-- Task brief --
This exercise calls for the data below to be retyped exactly, minus any images.

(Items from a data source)
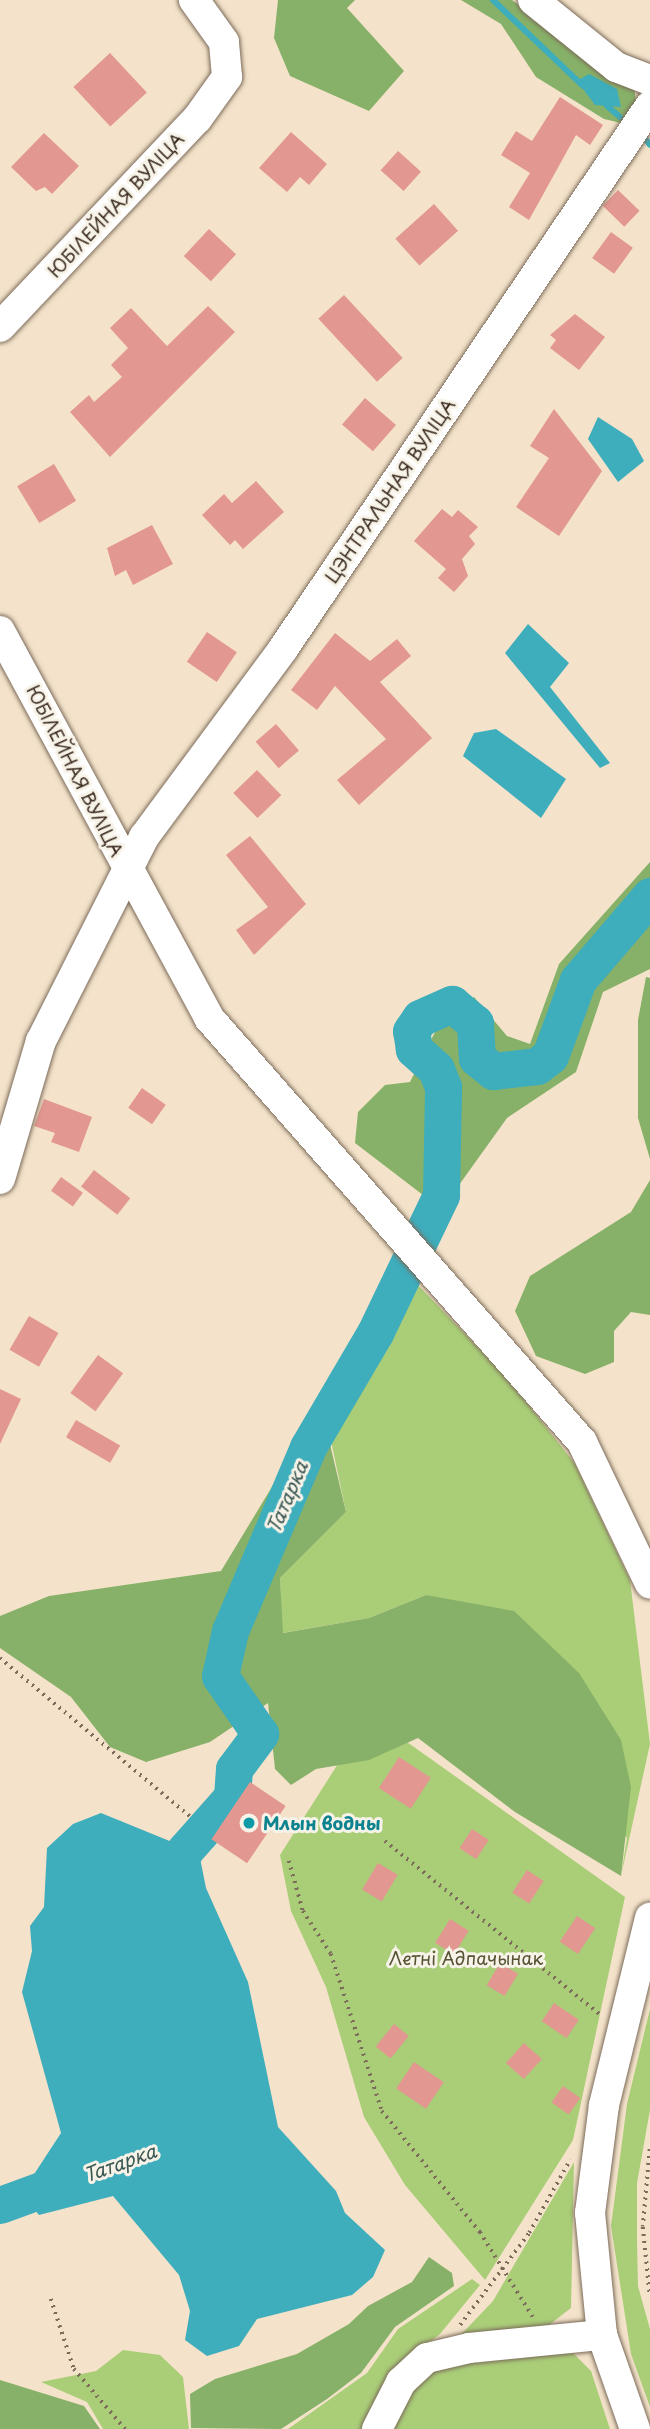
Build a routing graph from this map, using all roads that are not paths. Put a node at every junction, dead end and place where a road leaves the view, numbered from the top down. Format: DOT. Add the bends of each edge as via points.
graph roads {
  1 [pos="194,0"];
  2 [pos="533,0"];
  3 [pos="650,80"];
  4 [pos="650,106"];
  5 [pos="0,327"];
  6 [pos="0,631"];
  7 [pos="128,875"];
  8 [pos="0,1179"];
  9 [pos="650,1584"];
  10 [pos="650,1918"];
  11 [pos="602,2335"];
  12 [pos="377,2429"];
  13 [pos="635,2429"];
  1 -- 5 [label="street, ЮБІЛЕЙНАЯ ВУЛІЦА" via="224,42 227,77 197,119"];
  2 -- 3 [label="street" via="616,67"];
  4 -- 7 [label="street, ЦЭНТРАЛЬНАЯ ВУЛІЦА" via="284,649 144,837"];
  6 -- 7 [label="street, ЮБІЛЕЙНАЯ ВУЛІЦА"];
  7 -- 8 [label="street, ЦЭНТРАЛЬНАЯ ВУЛІЦА" via="41,1041"];
  7 -- 9 [label="street, ЮБІЛЕЙНАЯ ВУЛІЦА" via="209,1018 582,1442"];
  10 -- 11 [label="street" via="600,2127 590,2213"];
  11 -- 12 [label="street" via="541,2338 427,2358 401,2382"];
  11 -- 13 [label="street"];
}
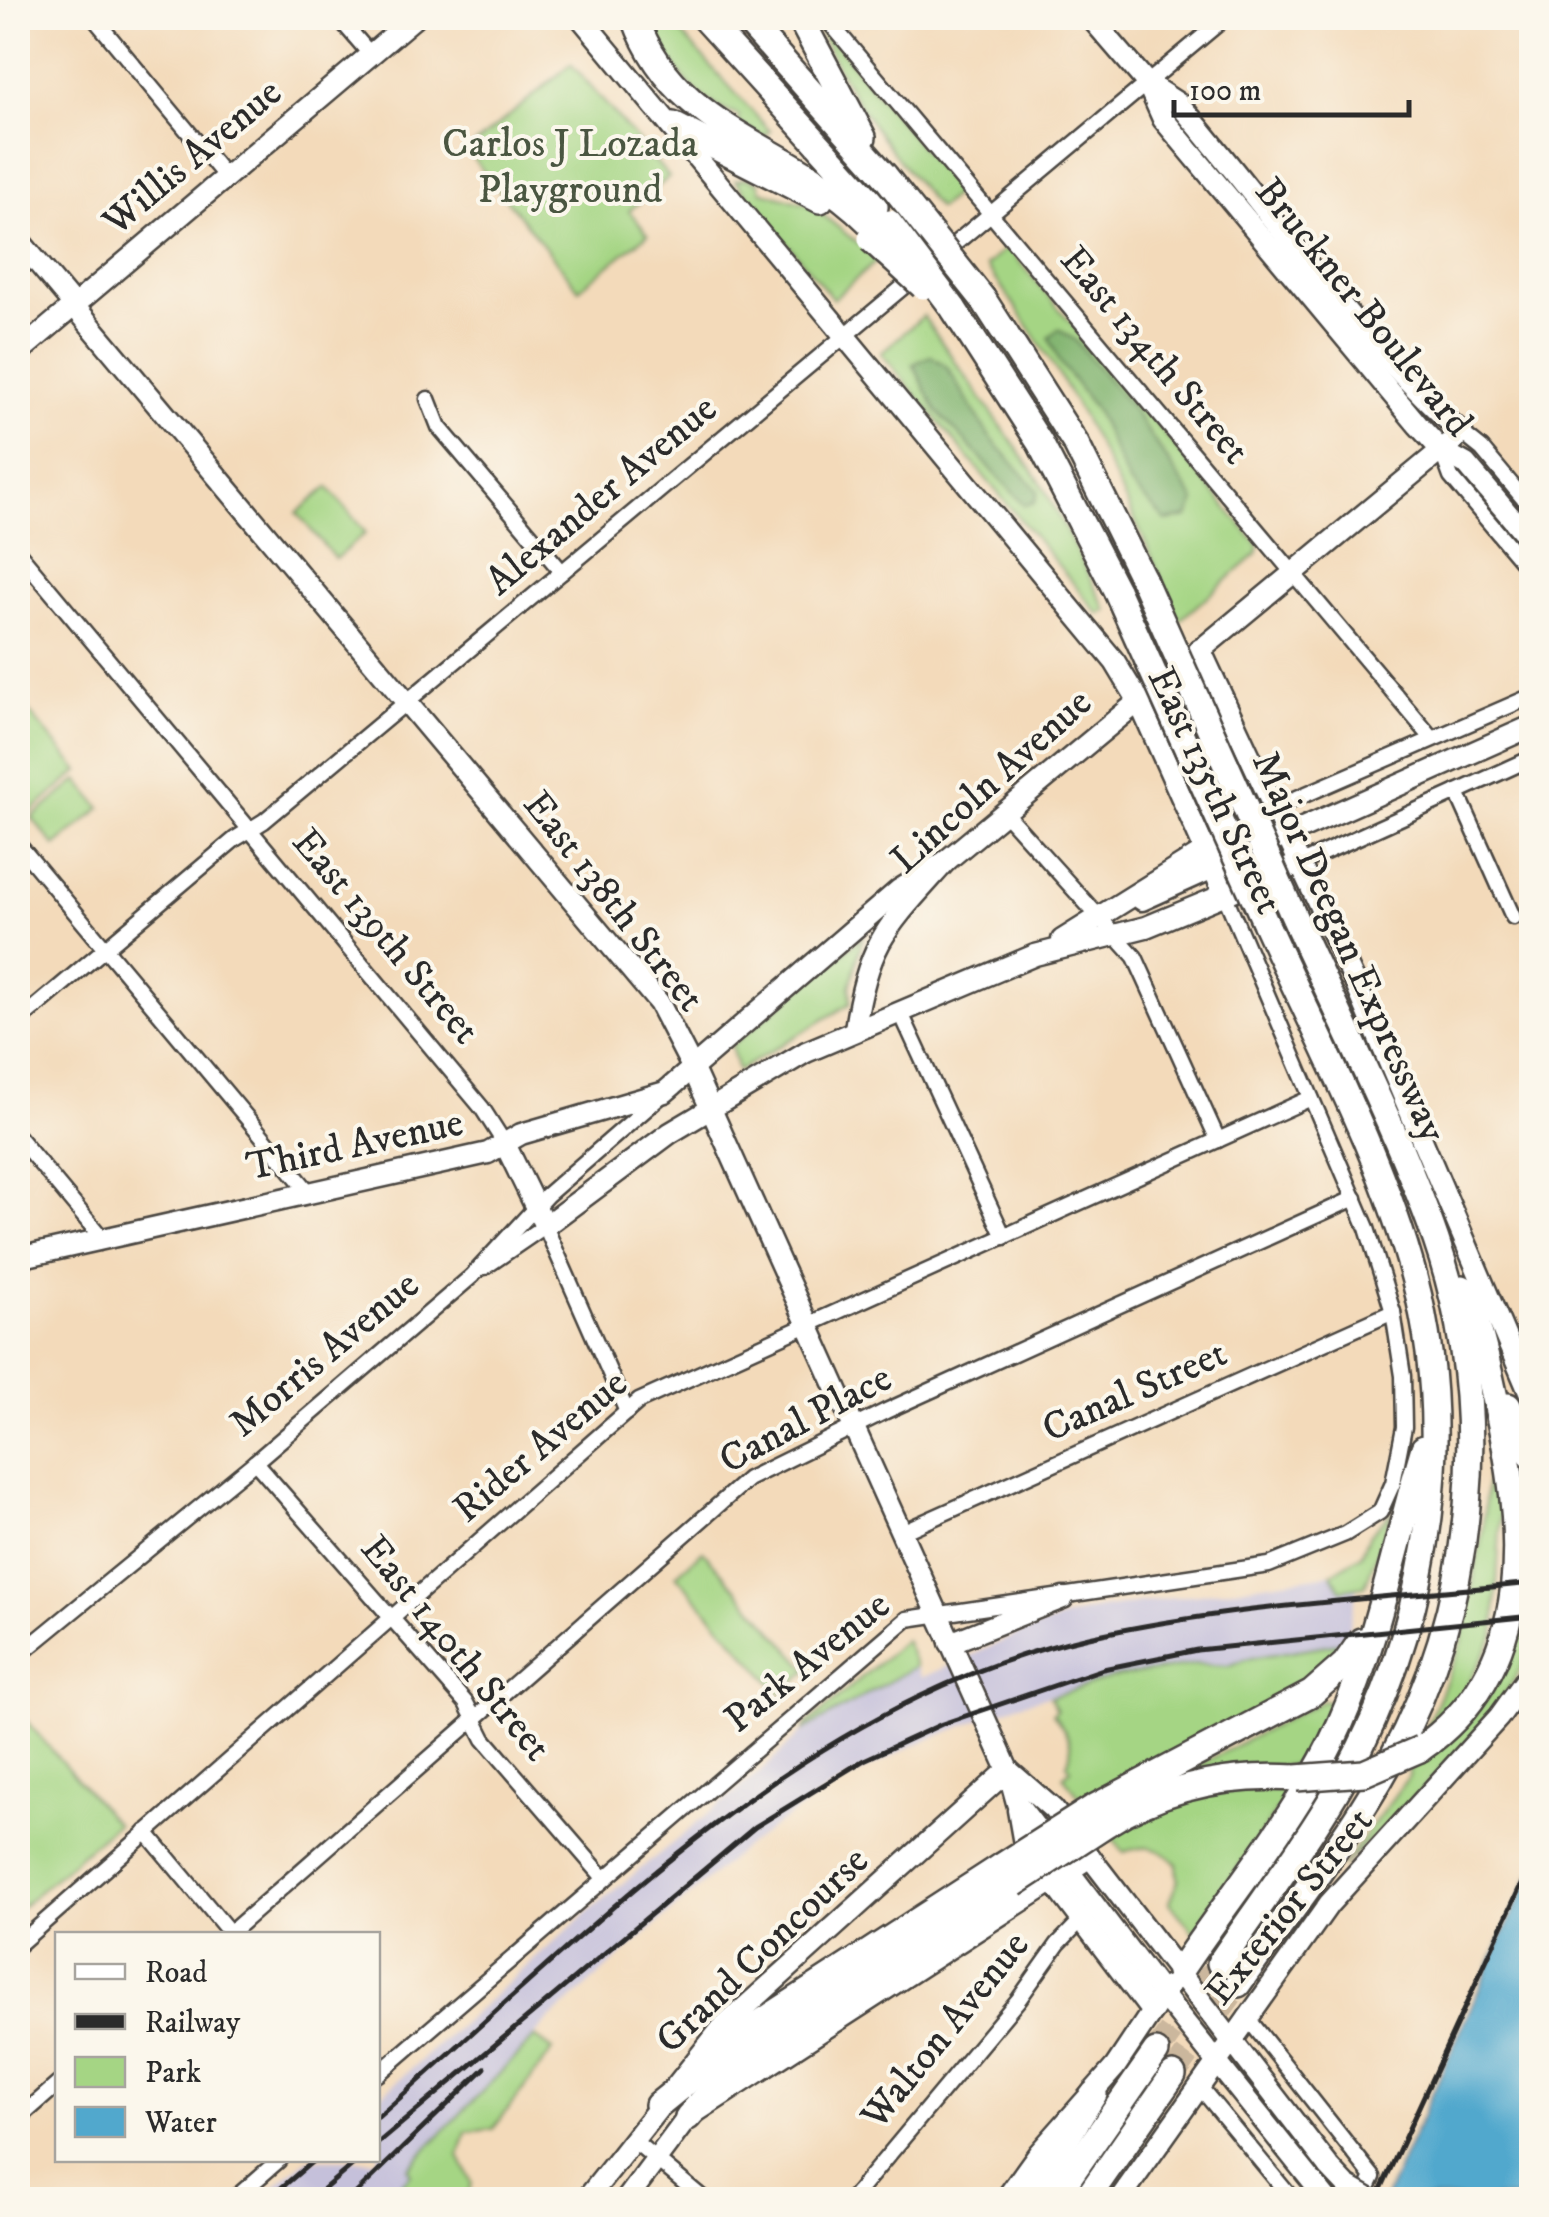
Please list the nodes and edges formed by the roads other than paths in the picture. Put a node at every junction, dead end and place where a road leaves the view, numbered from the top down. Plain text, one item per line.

-- Written solution --
Build a routing graph from this map, using all roads that are not paths. Put a node at every junction, dead end and place where a road leaves the view, numbered from the top down. Format: DOT. Add the bends of each edge as via points.
graph roads {
  1 [pos="194,0"];
  2 [pos="533,0"];
  3 [pos="650,80"];
  4 [pos="650,106"];
  5 [pos="0,327"];
  6 [pos="0,631"];
  7 [pos="128,875"];
  8 [pos="0,1179"];
  9 [pos="650,1584"];
  10 [pos="650,1918"];
  11 [pos="602,2335"];
  12 [pos="377,2429"];
  13 [pos="635,2429"];
  1 -- 5 [label="street, ЮБІЛЕЙНАЯ ВУЛІЦА" via="224,42 227,77 197,119"];
  2 -- 3 [label="street" via="616,67"];
  4 -- 7 [label="street, ЦЭНТРАЛЬНАЯ ВУЛІЦА" via="284,649 144,837"];
  6 -- 7 [label="street, ЮБІЛЕЙНАЯ ВУЛІЦА"];
  7 -- 8 [label="street, ЦЭНТРАЛЬНАЯ ВУЛІЦА" via="41,1041"];
  7 -- 9 [label="street, ЮБІЛЕЙНАЯ ВУЛІЦА" via="209,1018 582,1442"];
  10 -- 11 [label="street" via="600,2127 590,2213"];
  11 -- 12 [label="street" via="541,2338 427,2358 401,2382"];
  11 -- 13 [label="street"];
}
Please list the nodes and edges formed by the roads other than paths in the picture. Put a node at every junction, dead end and place where a road leaves the view, numbered from the top down. Plain text, one item per line.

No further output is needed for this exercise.